In the New Technologies Centre in the Deutsches Museum in Munich, the methods used to process carbon fibres and the areas in which carbon is already being used were shown on 300 m². A look into the future presented objects in which the material can be used in the future. The TIM Augsburg even had 1,000 m² available. The exhibition was organised by the Leading-Edge Cluster MAI Carbon with the support of its members.
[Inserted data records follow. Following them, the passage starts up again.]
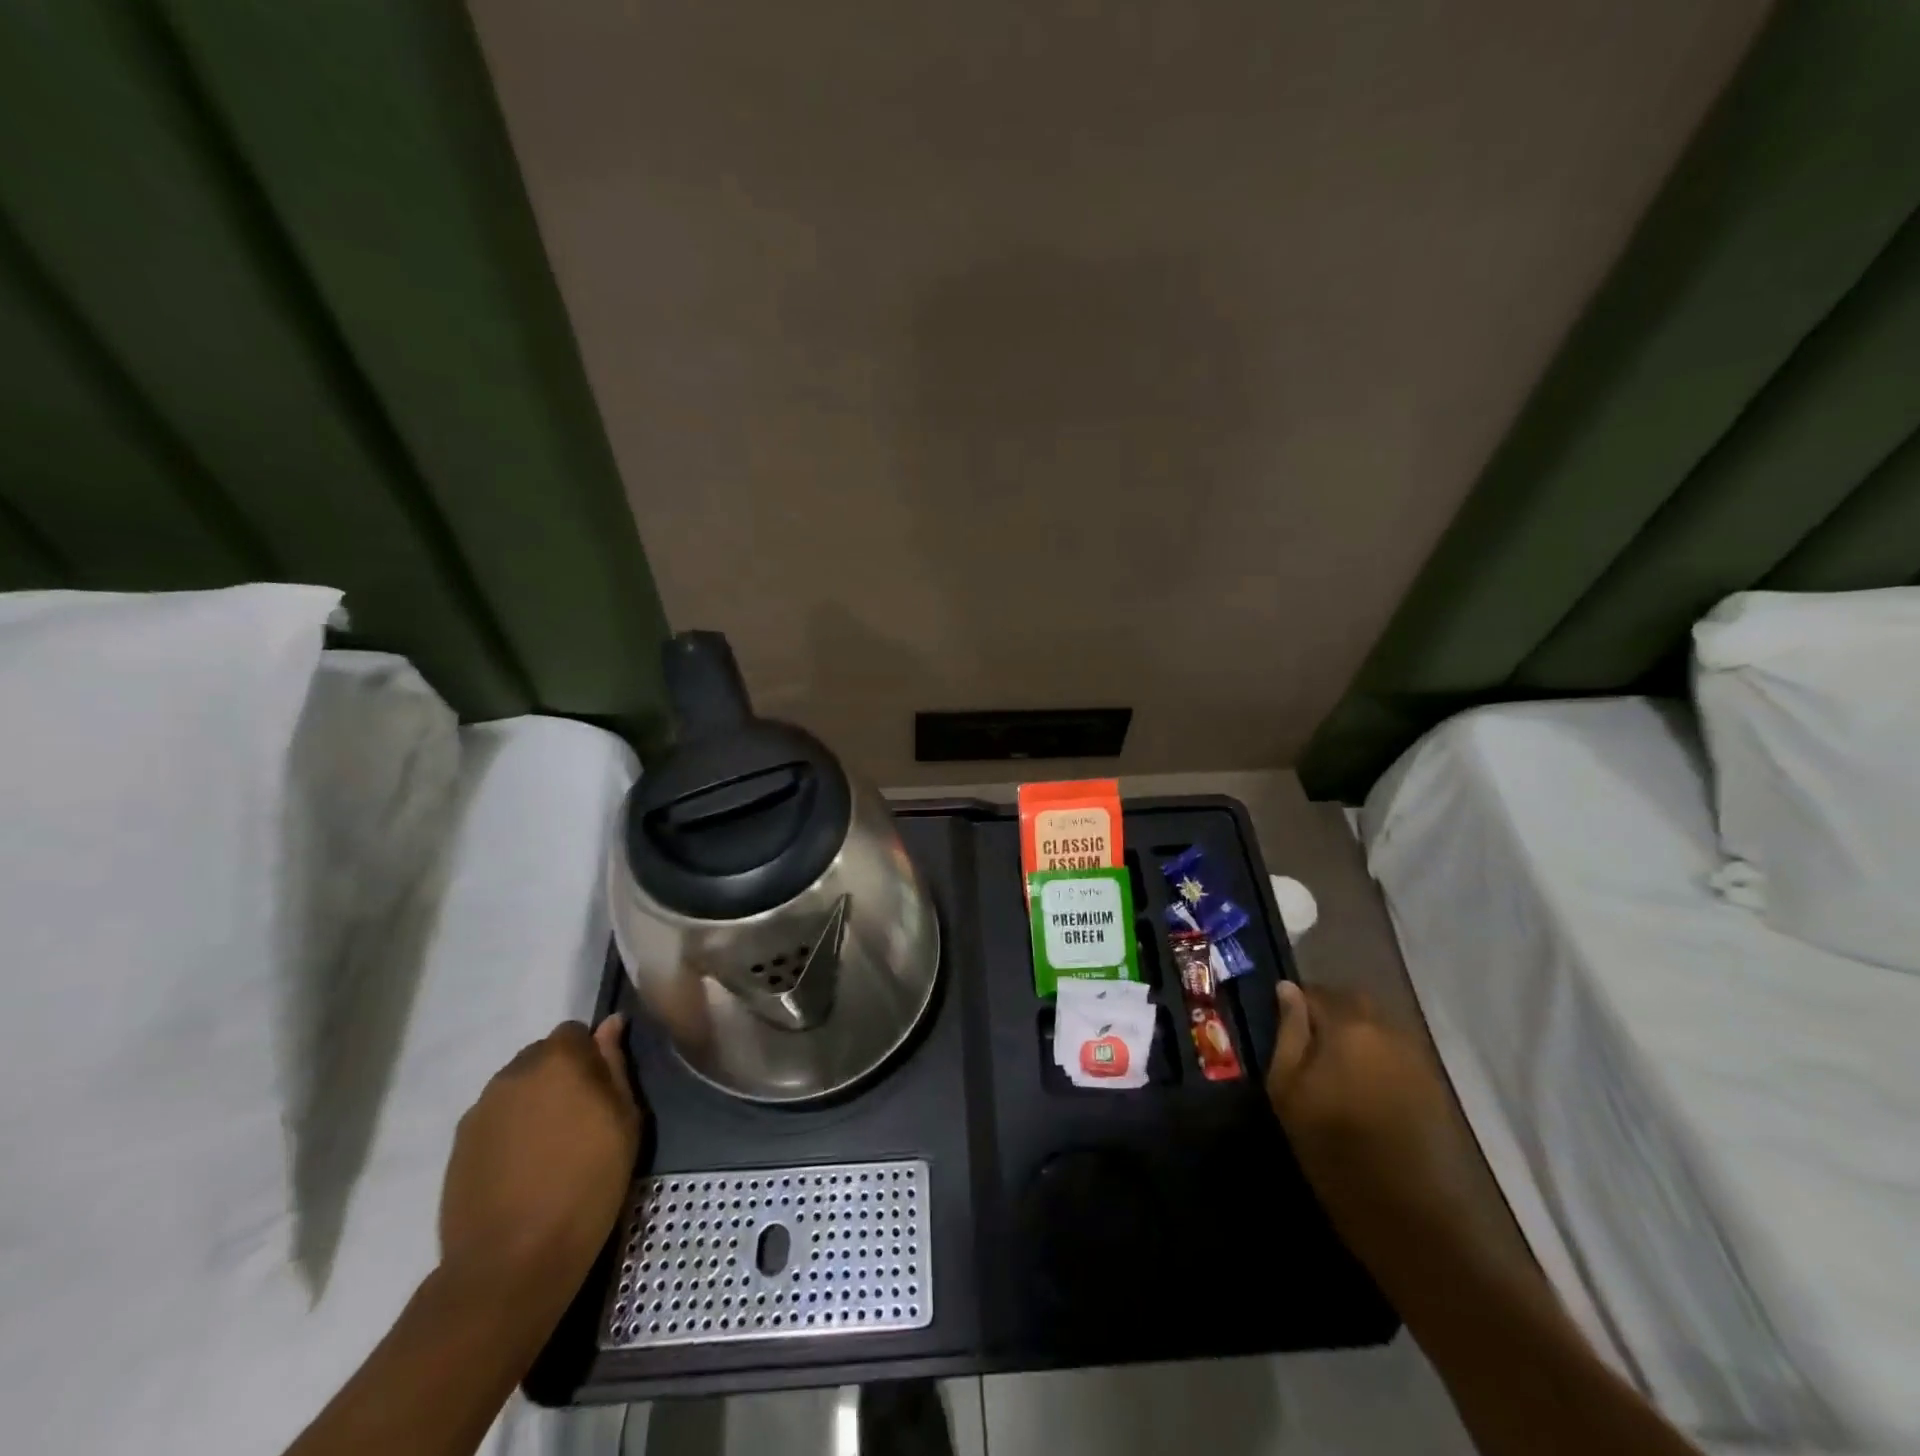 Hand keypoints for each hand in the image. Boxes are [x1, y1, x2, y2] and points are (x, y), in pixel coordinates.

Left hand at [438, 1016, 640, 1326]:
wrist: (511, 1262)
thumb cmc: (587, 1184)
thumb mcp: (624, 1121)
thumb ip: (615, 1065)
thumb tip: (611, 1024)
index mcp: (558, 1060)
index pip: (574, 1032)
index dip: (590, 1055)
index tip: (602, 1089)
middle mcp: (513, 1073)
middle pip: (541, 1057)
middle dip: (560, 1076)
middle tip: (580, 1119)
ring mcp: (480, 1110)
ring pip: (515, 1088)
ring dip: (534, 1102)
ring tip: (549, 1148)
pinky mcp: (458, 1146)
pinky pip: (494, 1120)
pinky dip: (510, 1132)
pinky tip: (523, 1169)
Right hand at [1266, 982, 1477, 1254]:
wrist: (1410, 1214)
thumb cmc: (1334, 1148)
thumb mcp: (1288, 1089)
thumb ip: (1289, 1032)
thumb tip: (1287, 989)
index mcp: (1348, 1026)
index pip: (1316, 992)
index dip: (1295, 1003)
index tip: (1281, 1022)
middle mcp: (1387, 1030)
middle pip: (1353, 1003)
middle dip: (1328, 1013)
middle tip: (1307, 1043)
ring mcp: (1415, 1056)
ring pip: (1376, 1027)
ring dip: (1354, 1035)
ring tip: (1334, 1067)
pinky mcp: (1432, 1083)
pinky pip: (1395, 1051)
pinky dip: (1375, 1057)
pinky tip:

© ES-0116-PRö-ILK 3Dfaserablage Preforming TUD ILK
A total of over 300,000 national and international visitors of all ages were reached. More detailed information was provided by trained experts who supported the visitors with guided tours. Carbon materials are very efficient and can be used in a variety of ways. The new material challenges scientists and designers, and new products and processes are being developed for it in many industries. The special exhibition showed the results of this pioneering work from aerospace, vehicle and plant construction, medical technology and materials research.
One example of the use of carbon in lightweight vehicle construction is the exhibited passenger cell of the BMW i3. It is the first carbon passenger cell in the world to be produced automatically in large series. A further highlight is a free-swinging sound chair made of very light and rigid carbon fibre reinforced plastic (CFRP). The chair does not have a loudspeaker, instead it itself becomes a resonating body in which two “voice coils” make the seat sound. At the “King Arthur Station”, visitors could experience for themselves by pulling on a carbon rod only two millimetres thick, that the material is indeed a “hard material”. Together with the special exhibition, a permanent facility was opened in the children’s area of the Deutsches Museum in Munich, through which the youngest visitors could familiarise themselves with the material. A bicycle and a small bridge made of carbon are available there for testing. MAI Carbon thus carries the material into the centre of society, disseminates information and inspires people to use carbon composites.
When MAI Carbon moved into the Augsburg Technology Centre, the special exhibition also found its place in the 3,000 m² hall of the building, where it impressed not only the local tenants, but also numerous national and international visitors, as well as pupils, students and trainees. Today parts of the exhibition are located in the Welios Science Center in Wels, Austria. In addition, the Leading-Edge Cluster has been cooperating with the Deutsches Museum in Nürnberg since mid-2020, which is to be completed in 2021. The aim is to make new trends and innovations in the field of fibre composites accessible to different age groups in various ways. Be curious and become part of this new exciting project!